The Lurig Inn, 1-5 Bridge Street, Cushendall, Co. Antrim, BT44 0RP is a listed building in the Causeway Coast and Glens local planning authority area, Northern Ireland. First listed on 26 February 1976.
The Lurig Inn, 1-5 Bridge Street, Cushendall, Co. Antrim, BT44 0RP
- WRENN ID
- worn-paling-rush
- Grade
- Local Planning Authority
- Causeway Coast and Glens
- Country
- Northern Ireland
- Date first listed
- 26 February 1976
- Source
- NI Environment Agency listing
Description
The Lurig Inn, 1–5 Bridge Street, Cushendall
The Lurig Inn is an attached four-bay, two-storey public house built over a concealed basement, constructed around 1880 and rendered throughout. It is accompanied by an attached three-bay single-storey wing, also over a concealed basement, to the southeast, and a large two-storey rendered extension over basement spanning the rear, added around 1984. The building was originally constructed as a private dwelling but had been converted to a public house by at least 1901. It was gutted by fire around 1983 and largely rebuilt shortly afterwards, meaning very little historic fabric survives either internally or externally. As a result, the building was removed from the statutory list in May 2017, having been listed since 1976.
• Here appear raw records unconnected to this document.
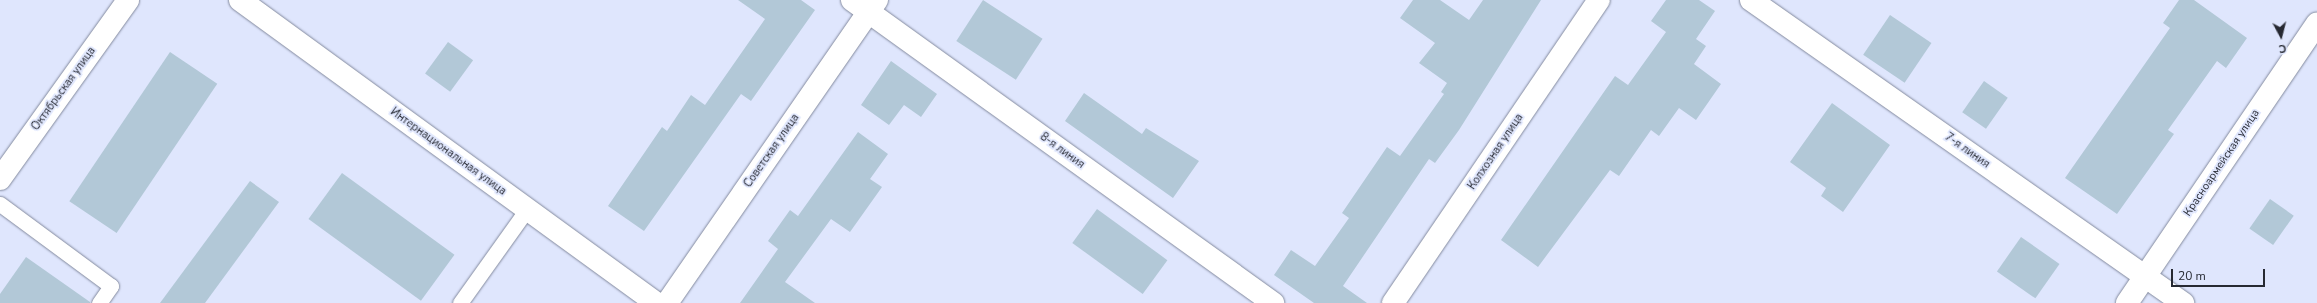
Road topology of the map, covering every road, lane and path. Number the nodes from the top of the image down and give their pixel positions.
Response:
1 (128, 0) edge
2 (240, 0) edge
3 (1600, 0) edge
4 (1751, 0) edge
5 (866, 4) edge
6 (2317, 23) edge
7 (0, 179) edge
8 (0, 204) edge
9 (527, 209) junction
10 (2145, 276) junction
11 (99, 303) edge
12 (460, 303) edge
13 (656, 303) edge
14 (667, 303) edge
15 (1273, 303) edge
16 (1393, 303) edge
17 (2127, 303) edge
18 (2183, 303) edge

1 - 7 street, Октябрьская улица
2 - 9 street, Интернациональная улица
3 - 16 street, Колхозная улица
4 - 10 street, 7-я линия
5 - 14 street, Советская улица
5 - 15 street, 8-я линия
6 - 10 street, Красноармейская улица
8 - 11 lane
9 - 12 lane
9 - 13 street, Интернациональная улица
10 - 17 street, Красноармейская улица
10 - 18 street, 7-я линия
The building sits on an irregular plan, faces southwest, and terminates a terrace of varied buildings lining the northeast side of Bridge Street on the west bank of the River Dall. The two-storey section has a pitched natural slate roof with black clay ridge tiles, while the southeast wing has a pitched artificial slate roof with synthetic ridge tiles. There is a red brick chimney stack to the southeast gable of the four-bay section. Rainwater goods are replacement steel throughout. All external walling is painted render.
Window openings are square-headed with painted concrete sills. The ground floor and southeast wing have replacement timber casement windows fitted with steel sill guards. On the two-storey southwest elevation, there is a square-headed door opening to the left giving access to the upper floor, and a further square-headed opening providing access to the public bar, which is flanked by large openings fitted with top-hung timber windows behind railings. The first floor of the two-storey section has four replacement 1-over-1 timber sliding sash windows with angled horns. Doors throughout are replacement sheeted hardwood. A painted panel between the ground and first floors reads 'THE LURIG INN'.
The single-storey southeast wing features applied architrave surrounds to its window openings and three multi-pane casement windows to the southwest elevation, each set behind modern metal railings. The southeast side elevation is finished in painted roughcast render to a blind gabled wall and carries a further painted panel with the inn's name. The northwest side of the building abuts the adjoining building at No. 7 Bridge Street. The rear elevation is abutted by the large gabled rendered two-storey extension. A rear access lane runs along the back of the extension, providing access to the basement.
The building has a notable history rooted in Cushendall's development as a popular seaside resort and stopping point for tourists travelling the Antrim Coastal Road during the 19th century. Valuation records show that three earlier houses on the site were demolished in 1880 to make way for the construction of Nos 1–5 Bridge Street. The new building was first recorded in the Annual Revisions with a total rateable value of £17, initially leased by the Turnly family to a local farmer, James Kenny. Following Kenny's death in 1900, the property passed to Catherine Kane. The 1911 Census of Ireland described it as a second-class public house and dwelling of seven rooms, with extensive outbuildings to the rear including two stables, two cow houses, a piggery, a fowl house, a boiling house, and a store.
Under the First General Revaluation of Property in Northern Ireland (1936–57), the building was known as the Lurig Bar, with its rateable value raised to £46 and 15 shillings. At that time it was occupied by local publican Michael Anderson, who also operated a pair of shops within the single-storey southeast extension. The Anderson family remained at the site until 1965, after which the bar was briefly held by Alexander Murray. By the end of the Second General Revaluation (1956–72), the value had risen further to £111 and 5 shillings, with a Mr S. Shields as operator. A 1972 Ulster Architectural Heritage Society guide recorded that the single-storey block housed a post office and a chemist's shop, and described the entire end block next to the bridge as "poor quality, but unobtrusive."
Bridge Street was included within the Cushendall Conservation Area in 1975 — only the second conservation area to be designated in the province — and in that same year Cushendall was selected as one of Northern Ireland's four pilot schemes for conservation during the European Architectural Heritage Year. The building was listed in 1976. Following the 1983 fire, it was rebuilt in 1983–84 broadly following its earlier layout. Around 1988, the shopfront in the southeast wing was removed and that block was incorporated into the public house. A second renovation around 1998 included internal reorganisation of the building.